### YOUR INSTRUCTIONS
Will you give every entry again exactly as it stands?

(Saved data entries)
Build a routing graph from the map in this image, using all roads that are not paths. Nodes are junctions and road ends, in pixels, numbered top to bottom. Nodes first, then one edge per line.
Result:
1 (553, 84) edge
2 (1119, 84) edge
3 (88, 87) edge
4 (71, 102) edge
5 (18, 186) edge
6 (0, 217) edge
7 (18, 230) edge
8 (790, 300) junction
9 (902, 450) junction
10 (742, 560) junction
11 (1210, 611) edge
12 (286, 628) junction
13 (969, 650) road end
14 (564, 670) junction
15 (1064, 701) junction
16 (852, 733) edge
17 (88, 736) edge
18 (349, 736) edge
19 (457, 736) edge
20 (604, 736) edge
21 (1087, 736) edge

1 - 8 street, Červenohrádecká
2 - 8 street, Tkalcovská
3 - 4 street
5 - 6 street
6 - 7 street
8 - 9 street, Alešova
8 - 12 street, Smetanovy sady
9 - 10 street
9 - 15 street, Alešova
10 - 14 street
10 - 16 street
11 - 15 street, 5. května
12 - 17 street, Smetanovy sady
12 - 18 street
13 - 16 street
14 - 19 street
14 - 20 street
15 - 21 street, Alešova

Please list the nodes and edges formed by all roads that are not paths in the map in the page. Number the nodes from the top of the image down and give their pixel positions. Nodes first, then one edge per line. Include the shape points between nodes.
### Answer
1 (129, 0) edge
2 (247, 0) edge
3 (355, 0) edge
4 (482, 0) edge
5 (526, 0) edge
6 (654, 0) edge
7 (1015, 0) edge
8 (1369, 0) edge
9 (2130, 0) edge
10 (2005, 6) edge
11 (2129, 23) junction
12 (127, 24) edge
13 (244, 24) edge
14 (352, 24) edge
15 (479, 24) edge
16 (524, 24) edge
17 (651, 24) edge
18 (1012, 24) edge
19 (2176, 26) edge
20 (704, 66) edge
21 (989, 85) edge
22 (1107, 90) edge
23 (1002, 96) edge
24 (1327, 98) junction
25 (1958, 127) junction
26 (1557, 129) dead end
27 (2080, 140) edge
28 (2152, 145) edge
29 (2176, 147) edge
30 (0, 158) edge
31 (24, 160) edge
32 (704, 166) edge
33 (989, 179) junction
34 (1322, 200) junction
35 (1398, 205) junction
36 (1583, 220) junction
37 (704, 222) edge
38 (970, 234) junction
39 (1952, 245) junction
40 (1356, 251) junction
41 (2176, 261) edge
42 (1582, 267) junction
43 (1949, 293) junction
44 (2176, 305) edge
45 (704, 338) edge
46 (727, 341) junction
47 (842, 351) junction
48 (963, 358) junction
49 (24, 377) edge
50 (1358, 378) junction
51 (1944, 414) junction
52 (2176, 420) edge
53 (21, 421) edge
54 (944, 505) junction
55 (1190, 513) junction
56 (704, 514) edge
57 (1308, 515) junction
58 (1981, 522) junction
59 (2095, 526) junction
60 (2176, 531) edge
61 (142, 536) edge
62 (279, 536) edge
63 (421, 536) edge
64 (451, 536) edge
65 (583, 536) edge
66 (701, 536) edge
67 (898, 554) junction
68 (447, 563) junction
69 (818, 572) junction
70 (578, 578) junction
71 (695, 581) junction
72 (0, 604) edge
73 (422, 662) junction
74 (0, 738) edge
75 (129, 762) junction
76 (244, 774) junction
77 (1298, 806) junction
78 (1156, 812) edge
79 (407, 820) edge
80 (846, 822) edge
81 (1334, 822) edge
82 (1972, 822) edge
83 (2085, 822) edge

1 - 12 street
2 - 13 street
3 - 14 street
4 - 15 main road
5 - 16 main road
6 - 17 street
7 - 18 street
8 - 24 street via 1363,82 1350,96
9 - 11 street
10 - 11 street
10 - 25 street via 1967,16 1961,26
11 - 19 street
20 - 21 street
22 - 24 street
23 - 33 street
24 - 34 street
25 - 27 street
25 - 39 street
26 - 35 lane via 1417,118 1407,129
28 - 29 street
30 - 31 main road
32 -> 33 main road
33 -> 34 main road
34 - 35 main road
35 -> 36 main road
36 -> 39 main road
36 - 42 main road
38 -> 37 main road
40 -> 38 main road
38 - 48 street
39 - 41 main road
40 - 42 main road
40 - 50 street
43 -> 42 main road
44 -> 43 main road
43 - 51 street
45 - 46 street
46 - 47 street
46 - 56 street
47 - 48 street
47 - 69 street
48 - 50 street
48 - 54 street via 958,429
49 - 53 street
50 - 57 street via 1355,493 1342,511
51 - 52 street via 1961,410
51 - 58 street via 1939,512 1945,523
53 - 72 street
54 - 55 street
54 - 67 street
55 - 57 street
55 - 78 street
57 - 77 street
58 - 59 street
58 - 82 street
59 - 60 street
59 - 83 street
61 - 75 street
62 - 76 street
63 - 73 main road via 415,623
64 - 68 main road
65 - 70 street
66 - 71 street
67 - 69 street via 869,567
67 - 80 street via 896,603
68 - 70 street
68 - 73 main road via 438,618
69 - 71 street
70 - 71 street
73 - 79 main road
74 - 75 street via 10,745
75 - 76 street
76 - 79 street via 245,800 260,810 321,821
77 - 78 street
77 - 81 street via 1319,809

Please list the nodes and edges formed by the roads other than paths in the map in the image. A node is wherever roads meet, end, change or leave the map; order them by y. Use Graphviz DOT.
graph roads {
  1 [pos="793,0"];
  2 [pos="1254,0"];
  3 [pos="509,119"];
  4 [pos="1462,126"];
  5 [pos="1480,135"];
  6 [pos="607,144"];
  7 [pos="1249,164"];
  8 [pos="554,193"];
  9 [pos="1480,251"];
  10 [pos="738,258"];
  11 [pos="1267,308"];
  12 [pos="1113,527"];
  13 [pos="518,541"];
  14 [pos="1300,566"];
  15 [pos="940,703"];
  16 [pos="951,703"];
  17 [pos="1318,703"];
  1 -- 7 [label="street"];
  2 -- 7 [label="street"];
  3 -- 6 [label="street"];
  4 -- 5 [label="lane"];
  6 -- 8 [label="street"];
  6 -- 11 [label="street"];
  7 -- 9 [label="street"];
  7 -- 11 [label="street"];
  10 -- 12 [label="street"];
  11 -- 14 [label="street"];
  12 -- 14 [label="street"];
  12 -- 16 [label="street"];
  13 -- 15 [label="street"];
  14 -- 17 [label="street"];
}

### SOLUTION
Build a routing graph from the map in this image, using all roads that are not paths. Nodes are junctions and road ends, in pixels, numbered top to bottom. Nodes first, then one edge per line.
Result:
1 (553, 84) edge
2 (1119, 84) edge
3 (88, 87) edge
4 (71, 102) edge
5 (18, 186) edge
6 (0, 217) edge
7 (18, 230) edge
8 (790, 300) junction
9 (902, 450) junction
10 (742, 560) junction
11 (1210, 611) edge
12 (286, 628) junction
13 (969, 650) road end
14 (564, 670) junction
15 (1064, 701) junction
16 (852, 733) edge
17 (88, 736) edge
18 (349, 736) edge
19 (457, 736) edge
20 (604, 736) edge
21 (1087, 736) edge

1 - 8 street, Červenohrádecká
2 - 8 street, Tkalcovská
3 - 4 street
5 - 6 street
6 - 7 street
8 - 9 street, Alešova
8 - 12 street, Smetanovy sady
9 - 10 street
9 - 15 street, Alešova
10 - 14 street
10 - 16 street
11 - 15 street, 5. května
12 - 17 street, Smetanovy sady
12 - 18 street
13 - 16 street
14 - 19 street
14 - 20 street
15 - 21 street, Alešova

Please list the nodes and edges formed by all roads that are not paths in the map in the page. Number the nodes from the top of the image down and give their pixel positions. Nodes first, then one edge per line. Include the shape points between nodes.
### Answer
1 (129, 0) edge
2 (247, 0) edge
3 (355, 0) edge
4 (482, 0) edge
5 (526, 0) edge
6 (654, 0) edge
7 (1015, 0) edge
8 (1369, 0) edge
9 (2130, 0) edge
10 (2005, 6) edge
11 (2129, 23) junction
12 (127, 24) edge
13 (244, 24) edge
14 (352, 24) edge
15 (479, 24) edge
16 (524, 24) edge
17 (651, 24) edge
18 (1012, 24) edge
19 (2176, 26) edge
20 (704, 66) edge
21 (989, 85) edge
22 (1107, 90) edge
23 (1002, 96) edge
24 (1327, 98) junction
25 (1958, 127) junction
26 (1557, 129) dead end
27 (2080, 140) edge
28 (2152, 145) edge
29 (2176, 147) edge
30 (0, 158) edge
31 (24, 160) edge
32 (704, 166) edge
33 (989, 179) junction
34 (1322, 200) junction
35 (1398, 205) junction
36 (1583, 220) junction
37 (704, 222) edge
38 (970, 234) junction
39 (1952, 245) junction
40 (1356, 251) junction
41 (2176, 261) edge
42 (1582, 267) junction
43 (1949, 293) junction
44 (2176, 305) edge
45 (704, 338) edge
46 (727, 341) junction
47 (842, 351) junction
48 (963, 358) junction
49 (24, 377) edge
50 (1358, 378) junction
51 (1944, 414) junction
52 (2176, 420) edge
53 (21, 421) edge
54 (944, 505) junction
55 (1190, 513) junction
56 (704, 514) edge
57 (1308, 515) junction
58 (1981, 522) junction
59 (2095, 526) junction
60 (2176, 531) edge
61 (142, 536) edge
62 (279, 536) edge
63 (421, 536) edge
64 (451, 536) edge
65 (583, 536) edge
66 (701, 536) edge
67 (898, 554) junction
68 (447, 563) junction
69 (818, 572) junction
70 (578, 578) junction
71 (695, 581) junction
72 (0, 604) edge
73 (422, 662) junction
74 (0, 738) edge
75 (129, 762) junction
76 (244, 774) junction
77 (1298, 806) junction
78 (1156, 812) edge
79 (407, 820) edge
80 (846, 822) edge
81 (1334, 822) edge
82 (1972, 822) edge
83 (2085, 822) edge

1 - 12 street
2 - 13 street
3 - 14 street
4 - 15 main road
5 - 16 main road
6 - 17 street
7 - 18 street
8 - 24 street via 1363,82 1350,96
9 - 11 street
10 - 11 street
10 - 25 street via 1967,16 1961,26
11 - 19 street
20 - 21 street
22 - 24 street
23 - 33 street
24 - 34 street
25 - 27 street
25 - 39 street
26 - 35 lane via 1417,118 1407,129
28 - 29 street
30 - 31 main road
32 -> 33 main road
33 -> 34 main road
34 - 35 main road
35 -> 36 main road
36 -> 39 main road
36 - 42 main road
38 -> 37 main road
40 -> 38 main road
38 - 48 street
39 - 41 main road
40 - 42 main road
40 - 50 street
43 -> 42 main road
44 -> 43 main road
43 - 51 street
45 - 46 street
46 - 47 street
46 - 56 street
47 - 48 street
47 - 69 street
48 - 50 street
48 - 54 street via 958,429
49 - 53 street
50 - 57 street via 1355,493 1342,511
51 - 52 street via 1961,410
51 - 58 street via 1939,512 1945,523
53 - 72 street
54 - 55 street
54 - 67 street
55 - 57 street
55 - 78 street
57 - 77 street
58 - 59 street
58 - 82 street
59 - 60 street
59 - 83 street
61 - 75 street
62 - 76 street
63 - 73 main road via 415,623
64 - 68 main road
65 - 70 street
66 - 71 street
67 - 69 street via 869,567
67 - 80 street via 896,603
68 - 70 street
68 - 73 main road via 438,618
69 - 71 street
70 - 71 street
73 - 79 main road
74 - 75 street via 10,745
75 - 76 street
76 - 79 street via 245,800 260,810 321,821
77 - 78 street
77 - 81 street via 1319,809

Please list the nodes and edges formed by the roads other than paths in the map in the image. A node is wherever roads meet, end, change or leave the map; order them by y. Use Graphviz DOT.
graph roads {
  1 [pos="793,0"];
  2 [pos="1254,0"];
  3 [pos="509,119"];
  4 [pos="1462,126"];
  5 [pos="1480,135"];
  6 [pos="607,144"];
  7 [pos="1249,164"];
  8 [pos="554,193"];
  9 [pos="1480,251"];
  10 [pos="738,258"];
  11 [pos="1267,308"];
  12 [pos="1113,527"];
  13 [pos="518,541"];
  14 [pos="1300,566"];
  15 [pos="940,703"];
  16 [pos="951,703"];
  17 [pos="1318,703"];
  1 -- 7 [label="street"];
  2 -- 7 [label="street"];
  3 -- 6 [label="street"];
  4 -- 5 [label="lane"];
  6 -- 8 [label="street"];
  6 -- 11 [label="street"];
  7 -- 9 [label="street"];
  7 -- 11 [label="street"];
  10 -- 12 [label="street"];
  11 -- 14 [label="street"];
  12 -- 14 [label="street"];
  12 -- 16 [label="street"];
  13 -- 15 [label="street"];
  14 -- 17 [label="street"];
}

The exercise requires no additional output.